--- GOAL OF THE EXERCISE ---
The full text of the records below, minus any pictures, should be given back word for word.

Collected data entries:
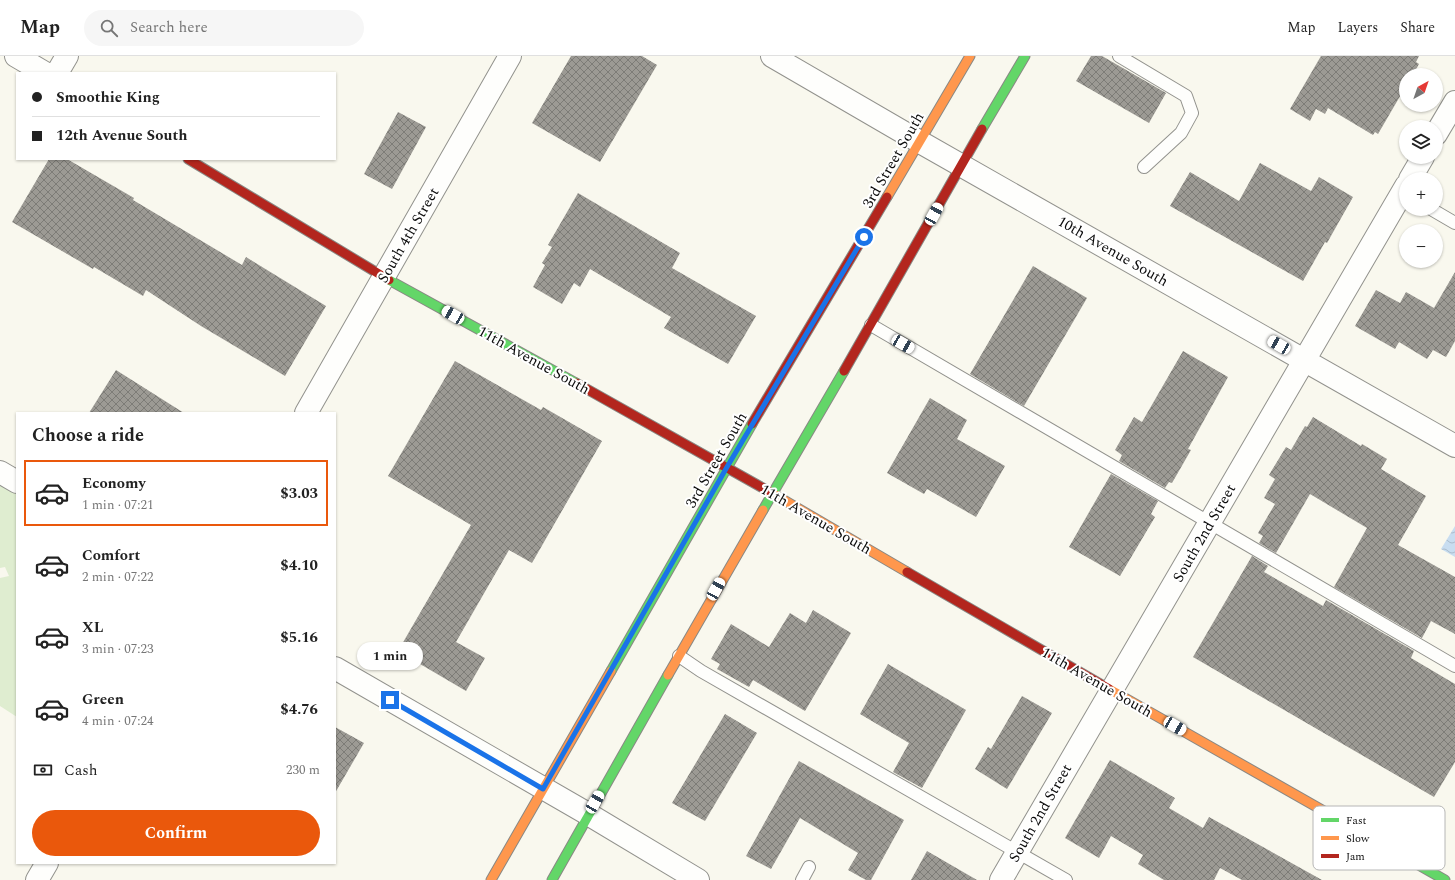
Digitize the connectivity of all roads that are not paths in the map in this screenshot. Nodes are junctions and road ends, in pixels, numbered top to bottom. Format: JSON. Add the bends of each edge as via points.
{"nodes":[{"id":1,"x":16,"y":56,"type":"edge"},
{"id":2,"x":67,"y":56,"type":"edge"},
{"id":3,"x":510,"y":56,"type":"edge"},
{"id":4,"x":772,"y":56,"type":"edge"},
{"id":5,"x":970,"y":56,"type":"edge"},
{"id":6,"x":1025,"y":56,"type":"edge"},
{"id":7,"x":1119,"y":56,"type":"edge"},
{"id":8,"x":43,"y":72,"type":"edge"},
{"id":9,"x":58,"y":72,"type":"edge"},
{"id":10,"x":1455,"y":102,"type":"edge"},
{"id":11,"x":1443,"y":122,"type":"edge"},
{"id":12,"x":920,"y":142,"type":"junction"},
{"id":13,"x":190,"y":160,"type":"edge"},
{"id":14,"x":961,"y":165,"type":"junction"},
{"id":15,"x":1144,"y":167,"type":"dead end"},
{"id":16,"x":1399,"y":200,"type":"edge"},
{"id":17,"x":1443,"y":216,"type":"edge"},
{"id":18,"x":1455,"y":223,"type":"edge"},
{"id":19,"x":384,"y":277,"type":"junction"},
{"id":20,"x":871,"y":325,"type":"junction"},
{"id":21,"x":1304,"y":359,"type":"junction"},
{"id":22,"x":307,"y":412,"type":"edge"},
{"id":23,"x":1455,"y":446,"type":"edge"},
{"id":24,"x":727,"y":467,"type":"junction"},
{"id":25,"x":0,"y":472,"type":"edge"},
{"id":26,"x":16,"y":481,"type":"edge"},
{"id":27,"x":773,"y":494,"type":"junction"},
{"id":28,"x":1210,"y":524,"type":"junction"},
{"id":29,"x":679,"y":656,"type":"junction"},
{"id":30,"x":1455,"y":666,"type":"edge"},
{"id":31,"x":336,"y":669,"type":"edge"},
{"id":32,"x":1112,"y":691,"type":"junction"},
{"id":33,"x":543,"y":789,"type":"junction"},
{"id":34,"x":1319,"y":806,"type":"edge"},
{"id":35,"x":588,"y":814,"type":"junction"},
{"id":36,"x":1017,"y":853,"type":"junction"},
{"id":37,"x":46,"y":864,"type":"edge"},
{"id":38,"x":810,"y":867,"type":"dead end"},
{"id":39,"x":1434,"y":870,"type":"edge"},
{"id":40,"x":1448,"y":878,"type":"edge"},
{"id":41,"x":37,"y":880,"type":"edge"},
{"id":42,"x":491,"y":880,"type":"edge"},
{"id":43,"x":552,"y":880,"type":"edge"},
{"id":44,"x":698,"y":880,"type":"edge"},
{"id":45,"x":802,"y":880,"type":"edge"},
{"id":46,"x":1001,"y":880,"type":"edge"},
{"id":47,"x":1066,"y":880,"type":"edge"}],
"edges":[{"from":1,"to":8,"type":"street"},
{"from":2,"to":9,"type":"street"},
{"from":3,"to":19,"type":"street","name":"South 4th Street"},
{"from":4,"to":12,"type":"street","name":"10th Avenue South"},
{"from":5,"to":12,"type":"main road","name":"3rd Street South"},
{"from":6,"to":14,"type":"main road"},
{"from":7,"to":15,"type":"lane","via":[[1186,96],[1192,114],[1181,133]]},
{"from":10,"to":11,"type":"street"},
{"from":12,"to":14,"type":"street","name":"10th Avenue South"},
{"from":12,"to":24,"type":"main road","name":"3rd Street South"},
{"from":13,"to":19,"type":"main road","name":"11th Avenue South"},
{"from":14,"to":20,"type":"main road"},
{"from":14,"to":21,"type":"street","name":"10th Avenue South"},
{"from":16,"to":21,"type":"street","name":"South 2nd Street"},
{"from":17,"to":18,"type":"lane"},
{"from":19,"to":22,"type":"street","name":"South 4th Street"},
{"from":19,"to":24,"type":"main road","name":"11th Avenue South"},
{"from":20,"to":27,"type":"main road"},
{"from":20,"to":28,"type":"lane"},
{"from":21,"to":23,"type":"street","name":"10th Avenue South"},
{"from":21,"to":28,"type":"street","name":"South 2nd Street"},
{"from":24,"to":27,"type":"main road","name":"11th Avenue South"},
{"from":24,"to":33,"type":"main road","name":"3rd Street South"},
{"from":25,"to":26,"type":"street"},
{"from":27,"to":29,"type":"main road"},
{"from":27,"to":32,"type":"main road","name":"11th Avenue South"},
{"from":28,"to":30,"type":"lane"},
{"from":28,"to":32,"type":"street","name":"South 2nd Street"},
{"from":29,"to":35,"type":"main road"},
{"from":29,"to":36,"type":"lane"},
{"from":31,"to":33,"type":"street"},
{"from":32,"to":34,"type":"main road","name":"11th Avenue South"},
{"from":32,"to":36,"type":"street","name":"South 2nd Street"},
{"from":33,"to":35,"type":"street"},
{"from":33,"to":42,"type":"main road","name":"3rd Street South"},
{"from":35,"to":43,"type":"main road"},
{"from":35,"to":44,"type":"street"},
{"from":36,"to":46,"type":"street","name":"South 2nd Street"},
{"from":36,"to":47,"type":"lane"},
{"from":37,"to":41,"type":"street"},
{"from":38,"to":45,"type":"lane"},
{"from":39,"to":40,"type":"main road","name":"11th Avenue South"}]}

--- EXERCISE OUTPUT ---
Digitize the connectivity of all roads that are not paths in the map in this screenshot. Nodes are junctions and road ends, in pixels, numbered top to bottom. Format: JSON. Add the bends of each edge as via points.
{"nodes":[{"id":1,"x":16,"y":56,"type":"edge"},
{"id":2,"x":67,"y":56,"type":"edge"},
{"id":3,"x":510,"y":56,"type":"edge"},
{"id":4,"x":772,"y":56,"type":"edge"},
{"id":5,"x":970,"y":56,"type":"edge"},
{"id":6,"x":1025,"y":56,"type":"edge"},
{"id":7,"x":1119,"y":56,"type":"edge"},
{"id":8,"x":43,"y":72,"type":"edge"},
{"id":9,"x":58,"y":72,"type":"edge"},
{"id":10,"x":1455,"y":102,"type":"edge"},
{"id":11,"x":1443,"y":122,"type":"edge"},
{"id":12,"x":920,"y":142,"type":"junction"},
{"id":13,"x":190,"y":160,"type":"edge"},
{"id":14,"x":961,"y":165,"type":"junction"},
{"id":15,"x":1144,"y":167,"type":"dead end"},
{"id":16,"x":1399,"y":200,"type":"edge"},
{"id":17,"x":1443,"y":216,"type":"edge"},
{"id":18,"x":1455,"y":223,"type":"edge"},
{"id":19,"x":384,"y":277,"type":"junction"},
{"id":20,"x":871,"y":325,"type":"junction"},
{"id":21,"x":1304,"y":359,"type":"junction"},
{"id":22,"x":307,"y":412,"type":"edge"},
{"id":23,"x":1455,"y":446,"type":"edge"},
{"id":24,"x":727,"y":467,"type":"junction"},
{"id":25,"x":0,"y":472,"type":"edge"},
{"id":26,"x":16,"y":481,"type":"edge"},
{"id":27,"x":773,"y":494,"type":"junction"},
{"id":28,"x":1210,"y":524,"type":"junction"},
{"id":29,"x":679,"y":656,"type":"junction"},
{"id":30,"x":1455,"y":666,"type":"edge"},
{"id":31,"x":336,"y":669,"type":"edge"},
{"id":32,"x":1112,"y":691,"type":"junction"},
{"id":33,"x":543,"y":789,"type":"junction"},
{"id":34,"x":1319,"y":806,"type":"edge"},
{"id":35,"x":588,"y":814,"type":"junction"},
{"id":36,"x":1017,"y":853,"type":"junction"},
{"id":37,"x":46,"y":864,"type":"edge"},
{"id":38,"x":810,"y":867,"type":"dead end"},
{"id":39,"x":1434,"y":870,"type":"edge"},
{"id":40,"x":1448,"y":878,"type":"edge"},
{"id":41,"x":37,"y":880,"type":"edge"},
{"id":42,"x":491,"y":880,"type":"edge"},
{"id":43,"x":552,"y":880,"type":"edge"},
{"id":44,"x":698,"y":880,"type":"edge"},
{"id":45,"x":802,"y":880,"type":"edge"},
{"id":46,"x":1001,"y":880,"type":"edge"},
{"id":47,"x":1066,"y":880,"type":"edge"}],
"edges":[{"from":1,"to":8,"type":"street"},
{"from":2,"to":9,"type":"street"},
{"from":3,"to":19,"type":"street","name":"South 4th Street"},
{"from":4,"to":12,"type":"street","name":"10th Avenue South"},
{"from":5,"to":12,"type":"main road","name":"3rd Street South"},
{"from":6,"to":14,"type":"main road"},
{"from":7,"to":15,"type":"lane","via":[[1186,96],[1192,114],[1181,133]]},
{"from":10,"to":11,"type":"street"},
{"from":12,"to":14,"type":"street","name":"10th Avenue South"},
{"from":12,"to":24,"type":"main road","name":"3rd Street South"},
{"from":13,"to":19,"type":"main road","name":"11th Avenue South"},
{"from":14,"to":20,"type":"main road"},
{"from":14,"to":21,"type":"street","name":"10th Avenue South"},
{"from":16,"to":21,"type":"street","name":"South 2nd Street"},
{"from":17,"to":18,"type":"lane"},
{"from":19,"to":22,"type":"street","name":"South 4th Street"},
{"from":19,"to":24,"type":"main road","name":"11th Avenue South"},
{"from":20,"to":27,"type":"main road"},
{"from":20,"to":28,"type":"lane"},
{"from":21,"to":23,"type":"street","name":"10th Avenue South"},
{"from":21,"to":28,"type":"street","name":"South 2nd Street"},
{"from":24,"to":27,"type":"main road","name":"11th Avenue South"},
{"from":24,"to":33,"type":"main road","name":"3rd Street South"},
{"from":25,"to":26,"type":"street"},
{"from":27,"to":29,"type":"main road"},
{"from":27,"to":32,"type":"main road","name":"11th Avenue South"},
{"from":28,"to":30,"type":"lane"},
{"from":28,"to":32,"type":"street","name":"South 2nd Street"},
{"from":29,"to":35,"type":"main road"},
{"from":29,"to":36,"type":"lane"},
{"from":31,"to":33,"type":"street"},
{"from":32,"to":34,"type":"main road","name":"11th Avenue South"},
{"from":32,"to":36,"type":"street","name":"South 2nd Street"},
{"from":33,"to":35,"type":"street"},
{"from":33,"to":42,"type":"main road","name":"3rd Street South"},
{"from":35,"to":43,"type":"main road"},
{"from":35,"to":44,"type":"street"},
{"from":36,"to":46,"type":"street","name":"South 2nd Street"},
{"from":36,"to":47,"type":"lane"},
{"from":37,"to":41,"type":"street"},
{"from":38,"to":45,"type":"lane"},
{"from":39,"to":40,"type":"main road","name":"11th Avenue South"}]}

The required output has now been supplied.